While the canary agent is offline performing maintenance, the plan will wait to resume with smoke tests.
Configure optional Deployment Task to set the latest release version in Chaperone API
Now any remote agents will see a new version when they poll, and initiate upgrade process. Chaperone rules ensure no more than n agents are offline at once.
Click here to expand sample script to use this process.
Output from Sample script
Shows that process waited while one agent was already undergoing maintenance, and then as it waits again while a running build completes.
The Script
#!/bin/bash
# Agent ID can be hard coded, but is easily pulled from the running system
agentId=`cat ~/bamboo-agent-home/bamboo-agent.cfg.xml | grep -oPm1 "(?<=<id>)[^<]+"`
#check for required libraries/tools (optional)
command -v curl >/dev/null 2>&1 || { echo "Required tool 'curl' not found" ;exit 2; }
#grab uuid for this environment of local path (again this can ve hard coded depending on our use case)
uuid=`cat /opt/bamboo/management/token.uuid`
# make a tmp dir for cookie jar and other random files we'll make
TMPDIRD=`mktemp -d /tmp/agentMaintenance.XXXXXX` || exit 1
# Bamboo api is quirky and even for "anonymous" access you need a cookie with the site info. Just hit the homepage first
# WARNING any other API calls fail without a valid cookie !!!
curl -k -c $TMPDIRD/cookies "$bambooUrl" > /dev/null 2>&1
#
# EDIT THESE
#
bambooUrl="http://10.0.2.2:6990/bamboo" #domain, port and context without environment prefixes (currently mocked for testing. )

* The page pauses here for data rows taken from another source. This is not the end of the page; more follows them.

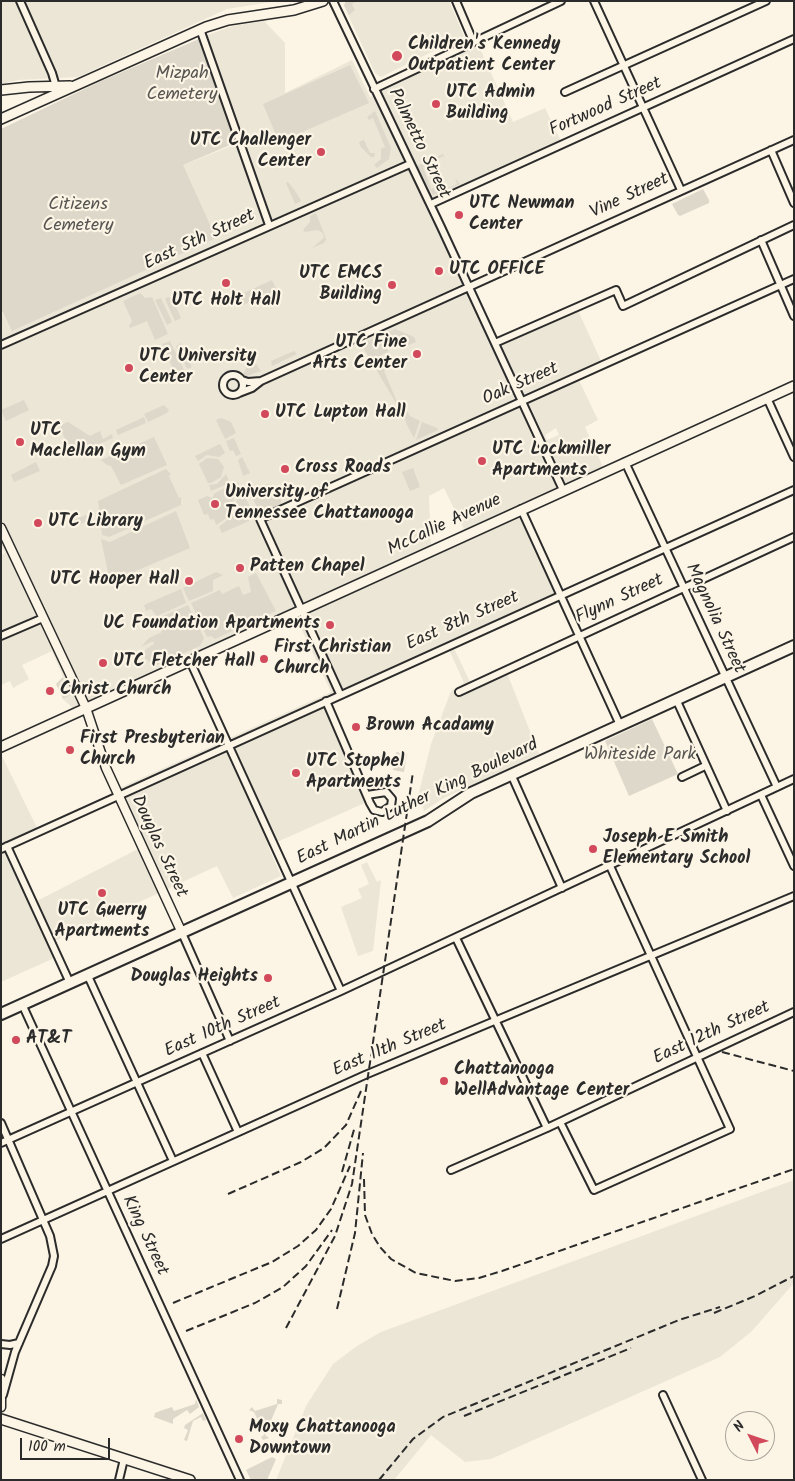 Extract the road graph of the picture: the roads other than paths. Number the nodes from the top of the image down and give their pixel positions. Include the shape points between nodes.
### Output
1 (20, 1) edge
2 (323, 1) edge
3 (333, 1) edge
4 (456, 1) edge
5 (561, 1) edge
6 (594, 1) edge
7 (766, 1) edge
8 (200, 29) junction
9 (794, 39) edge
10 (473, 41) junction
11 (623, 66) junction
12 (374, 89) junction
13 (1, 90) edge
14 (57, 90) junction
15 (565, 92) dead end
16 (643, 107) junction
17 (1, 119) edge
18 (794, 140) edge
19 (771, 150) junction
20 (410, 164) junction
21 (681, 190) junction
22 (794, 203) edge
23 (430, 204) junction
24 (794, 225) edge
25 (269, 226) junction
26 (761, 240) junction
27 (794, 279) edge
28 (780, 286) junction
29 (468, 288) junction
30 (794, 316) edge
31 (495, 343) junction
32 (1, 345) edge
33 (242, 380) junction
34 (261, 381) junction
35 (794, 386) edge
36 (238, 393) junction
37 (767, 398) junction
38 (522, 401) junction
39 (794, 457) edge
40 (625, 462) junction
41 (563, 490) junction
42 (794, 490) edge
43 (522, 509) junction
44 (1, 528) edge
45 (794, 537) edge
46 (665, 549) junction
47 (683, 587) junction
48 (560, 595) junction
49 (301, 610) junction
50 (43, 618) junction
51 (579, 635) junction
52 (1, 636) edge
53 (794, 646) edge
54 (190, 661) junction
55 (725, 676) junction
56 (459, 692) dead end
57 (340, 694) junction
58 (676, 699) junction
59 (326, 700) junction
60 (86, 708) junction
61 (620, 725) junction
62 (230, 744) junction
63 (1, 747) edge
64 (705, 766) junction
65 (512, 774) junction
66 (682, 777) dead end
67 (794, 779) edge
68 (777, 787) junction
69 (118, 794) junction
70 (367, 795) dead end
71 (761, 795) junction
72 (727, 811) junction
73 (4, 847) edge
74 (610, 866) junction
75 (794, 866) edge
76 (292, 883) junction
77 (562, 888) junction
78 (794, 896) edge
79 (182, 933) junction
80 (456, 938) junction
81 (652, 956) junction
82 (88, 976) junction
83 (70, 983) junction
84 (340, 991) junction
85 (22, 1004) junction
86 (794, 1012) edge
87 (1, 1014) edge
88 (494, 1022) junction
89 (230, 1041) junction
90 (202, 1053) junction
91 (697, 1056) junction
92 (137, 1082) junction
93 (72, 1112) junction
94 (560, 1122) junction
95 (1, 1123) edge
96 (547, 1128) junction
97 (238, 1132) junction
98 (9, 1140) junction
99 (1, 1143) edge
100 (173, 1161) junction
101 (451, 1170) dead end
102 (107, 1191) junction
103 (44, 1220) junction
104 (1, 1239) edge
105 (19, 1343) junction
106 (1, 1344) edge
107 (1, 1379) edge
108 (3, 1395) junction
109 (663, 1395) dead end
110 (1, 1407) edge
111 (1, 1419) edge
112 (124, 1458) junction
113 (119, 1480) edge
114 (190, 1480) edge
115 (240, 1480) edge
116 (702, 1480) edge

1 - 14 street
2 - 8 main road via 294,10 228,20
3 - 12 street, Palmetto Street
4 - 10 street
5 - 10 street
6 - 11 street
7 - 11 street
8 - 14 main road
8 - 25 street
9 - 16 street, Fortwood Street
10 - 12 street
11 - 15 street
11 - 16 street
12 - 20 street, Palmetto Street
13 - 14 main road via 29,87
14 - 17 main road
16 - 21 street
16 - 23 street, Fortwood Street
18 - 19 street, Vine Street
19 - 21 street, Vine Street
19 - 22 street
20 - 23 street, Palmetto Street
20 - 25 street, East 5th Street
21 - 29 street, Vine Street
23 - 29 street, Palmetto Street
24 - 26 street
25 - 32 street, East 5th Street
26 - 28 street
26 - 31 street via 623,306 616,290
27 - 28 street, Oak Street
28 - 30 street
28 - 38 street, Oak Street
29 - 31 street, Palmetto Street
29 - 34 street, Vine Street
31 - 38 street, Palmetto Street
33 - 34 street, Vine Street
33 - 36 street via 243,387
33 - 36 street, Vine Street via 230,376 224,384 227,393
34 - 36 street, Vine Street
35 - 37 main road, McCallie Avenue
37 - 39 street
37 - 40 main road, McCallie Avenue
38 - 41 street, Palmetto Street
38 - 49 street, Oak Street via 260,520
40 - 41 main road, McCallie Avenue
40 - 46 street, Magnolia Street
41 - 43 main road, McCallie Avenue
42 - 46 street, East 8th Street
43 - 48 street
43 - 49 main road, McCallie Avenue
44 - 50 street, Douglas Street
45 - 47 street, Flynn Street
46 - 47 street, Magnolia Street
46 - 48 street, East 8th Street
47 - 51 street, Flynn Street
47 - 55 street, Magnolia Street
48 - 51 street
48 - 57 street, East 8th Street
49 - 54 main road, McCallie Avenue
49 - 57 street
50 - 52 street
50 - 60 street, Douglas Street
51 - 56 street, Flynn Street
51 - 61 street
53 - 55 main road, East Martin Luther King Boulevard
54 - 60 main road, McCallie Avenue
54 - 62 street
55 - 58 main road, East Martin Luther King Boulevard
55 - 68 street, Magnolia Street
57 - 59 street, East 8th Street
58 - 61 main road, East Martin Luther King Boulevard
58 - 64 street
59 - 62 street, East 8th Street
59 - 70 street
60 - 63 main road, McCallie Avenue
60 - 69 street, Douglas Street
61 - 65 main road, East Martin Luther King Boulevard
62 - 69 street, East 8th Street
62 - 76 street
64 - 66 street
64 - 72 street
65 - 76 main road, East Martin Luther King Boulevard via 471,793 428,821
65 - 77 street
67 - 68 street
68 - 71 street
69 - 73 street, East 8th Street
69 - 79 street, Douglas Street
71 - 72 street
71 - 75 street
72 - 74 street
73 - 83 street
74 - 77 street, East 10th Street
74 - 81 street
76 - 79 main road, East Martin Luther King Boulevard
76 - 84 street
77 - 80 street, East 10th Street
78 - 81 street, East 11th Street
79 - 82 main road, East Martin Luther King Boulevard
79 - 89 street, Douglas Street
80 - 84 street, East 10th Street
80 - 88 street
81 - 88 street, East 11th Street
81 - 91 street
82 - 83 main road, East Martin Luther King Boulevard
82 - 92 street
83 - 85 main road, East Martin Luther King Boulevard
84 - 89 street, East 10th Street
85 - 87 main road, East Martin Luther King Boulevard
85 - 93 street, King Street
86 - 91 street, East 12th Street
88 - 96 street
88 - 97 street, East 11th Street
89 - 90 street, East 10th Street
90 - 92 street, East 10th Street
90 - 97 street
91 - 94 street, East 12th Street
91 - 94 street via 730,1129 594,1190
92 - 93 street, East 10th Street
92 - 100 street
93 - 98 street, East 10th Street
93 - 102 street, King Street
94 - 96 street, East 12th Street
95 - 98 street
96 - 101 street, East 12th Street
97 - 100 street, East 11th Street
98 - 99 street, East 10th Street
98 - 103 street
100 - 102 street, East 11th Street
102 - 103 street, East 11th Street
102 - 115 street, King Street
103 - 104 street, East 11th Street
103 - 105 street via 53,1246 52,1266
105 - 106 street
105 - 108 street
107 - 108 street
108 - 110 street
109 - 116 street
111 - 112 main road
112 - 113 street
112 - 114 main road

# Waiting rules if master reports too many other agents offline currently.
SIBLING_PATIENCE_TIME=60 # will wait 1 minutes between subsequent checks
SIBLING_PATIENCE_COUNT=15 # will check back 15 times before giving up.
#
# Edit this to do whatever is considered a local upgrade. It's called if server gives us permission
#
upgradeLocalAgent(){
# save taskID to a file we can use after restart
cp $TMPDIRD/state.txt ~/finishTaskOnStartup.txt
# Use version to download from repo
echo "downloading Agent version ${PVERSION}
#curl "https//some.repo.you.have/agent-install.extension?v=${PVERSION} # i.e. nexus/artifactory/fileshare rpm/tarball, etc.
# shutdown local process
echo "killing local bamboo agent"
pkill -9 -f bamboo-agent-home
# clear any previously set capabilities
echo "purging old capabilities"
curl -X DELETE -k -b $TMPDIRD/cookies "$bambooUrl/rest/agents/latest/$agentId/capabilities?uuid=${uuid}" -o $TMPDIRD/state.txt 2>/dev/null
# call commands, chef, puppet, docker, REAL WORK, etc here.
echo "beep bop, upgrading to version ${PVERSION} and saving task ID to file."

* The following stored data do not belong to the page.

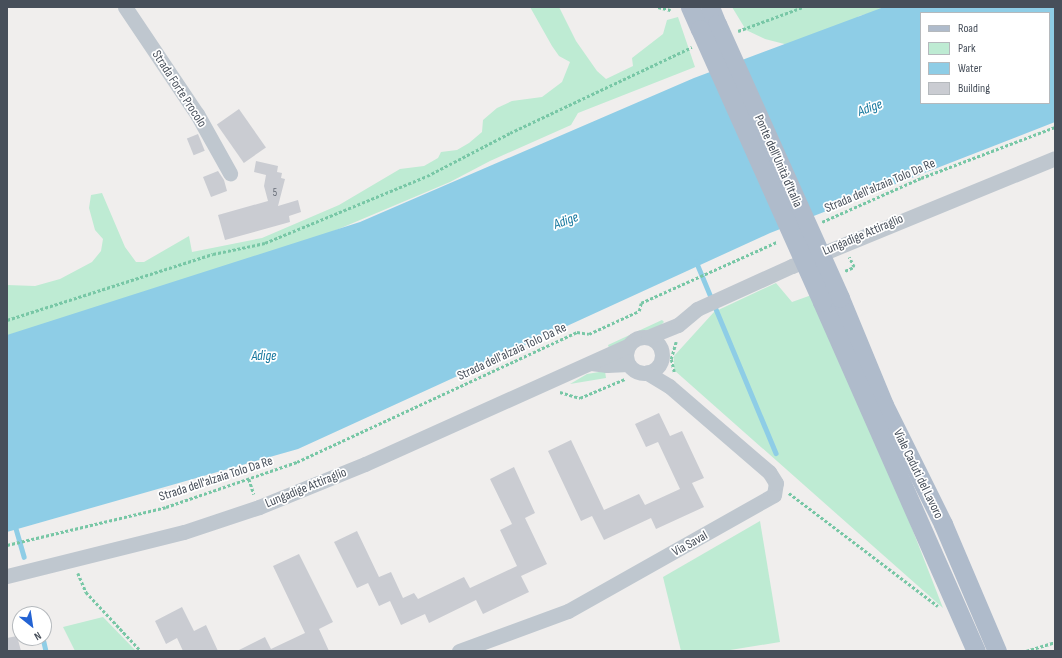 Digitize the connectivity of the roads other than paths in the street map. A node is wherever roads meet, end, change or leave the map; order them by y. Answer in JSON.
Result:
{"nodes":[{"id":1,"x":125,"y":7,"type":"edge"},
{"id":2,"x":690,"y":7,"type":"edge"},
{"id":3,"x":707,"y":26,"type":"edge"},
{"id":4,"x":1055,"y":158,"type":"edge"},
{"id":5,"x":230,"y":173,"type":"dead end"},
{"id":6,"x":831,"y":300,"type":"junction"},
{"id":7,"x":679,"y":331,"type":"junction"},
{"id":8,"x":648,"y":337,"type":"junction"},
{"id":9,"x":628,"y":346,"type":"junction"},
{"id":10,"x":591,"y":363,"type":"junction"},
{"id":11,"x":628,"y":364,"type":"junction"},
{"id":12,"x":656,"y":364,"type":"junction"},
{"id":13,"x":7,"y":576,"type":"edge"},
{"id":14,"x":459,"y":651,"type":"edge"},
{"id":15,"x":976,"y":651,"type":"edge"},
{"id":16,"x":997,"y":651,"type":"edge"}],
"edges":[{"from":1,"to":5,"type":"street","name":"Strada Forte Procolo"},
{"from":2,"to":3,"type":"main road"},
{"from":3,"to":6,"type":"main road","name":"Ponte dell'Unità d'Italia","bridge":true},
{"from":3,"to":6,"type":"main road","name":"Ponte dell'Unità d'Italia","bridge":true},
{"from":4,"to":7,"type":"street","name":"Lungadige Attiraglio"},
{"from":6,"to":15,"type":"main road","name":"Viale Caduti del Lavoro"},
{"from":6,"to":16,"type":"main road","name":"Viale Caduti del Lavoro"},
{"from":7,"to":8,"type":"street","name":"Lungadige Attiraglio"},
{"from":7,"to":12,"type":"street","name":"Lungadige Attiraglio"},
{"from":8,"to":9,"type":"street","name":"Lungadige Attiraglio"},
{"from":8,"to":12,"type":"street"},
{"from":9,"to":10,"type":"street","name":"Lungadige Attiraglio"},
{"from":9,"to":11,"type":"street"},
{"from":10,"to":11,"type":"street","name":"Lungadige Attiraglio"},
{"from":10,"to":13,"type":"street","name":"Lungadige Attiraglio"},
{"from":11,"to":12,"type":"street"},
{"from":12,"to":14,"type":"street","name":"Via Saval"}]}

## this should include re-defining capabilities via bamboo-capabilities.properties
## clear any temporary space, old artifacts, etc.
## completely rebuild from an imaage in source (docker, etc)
echo "Install complete, rebooting server"
}
#
# DON'T CHANGE THIS STUFF
# (unless you know why :) )
#
## we use function recursion to track # of attempts before giving up
let attempts=1
checkBambooMaster(){
curl -X POST -k -b $TMPDIRD/cookies "$bambooUrl/rest/agents/latest/$agentId/maintenance?uuid=${uuid}" -o $TMPDIRD/state.txt 2>/dev/null
# MOnitor status until the agent is idle
source $TMPDIRD/state.txt
if [ "$PCODE" == "YES_CHILD" ]
then
#server says we can upgrade, make sure we are idle.
echo "Master server says I can upgrade to version ${PVERSION}"
if [ "$BUSY" == "true" ]; then
printf "\tAgent is still running a job, waiting ..\n"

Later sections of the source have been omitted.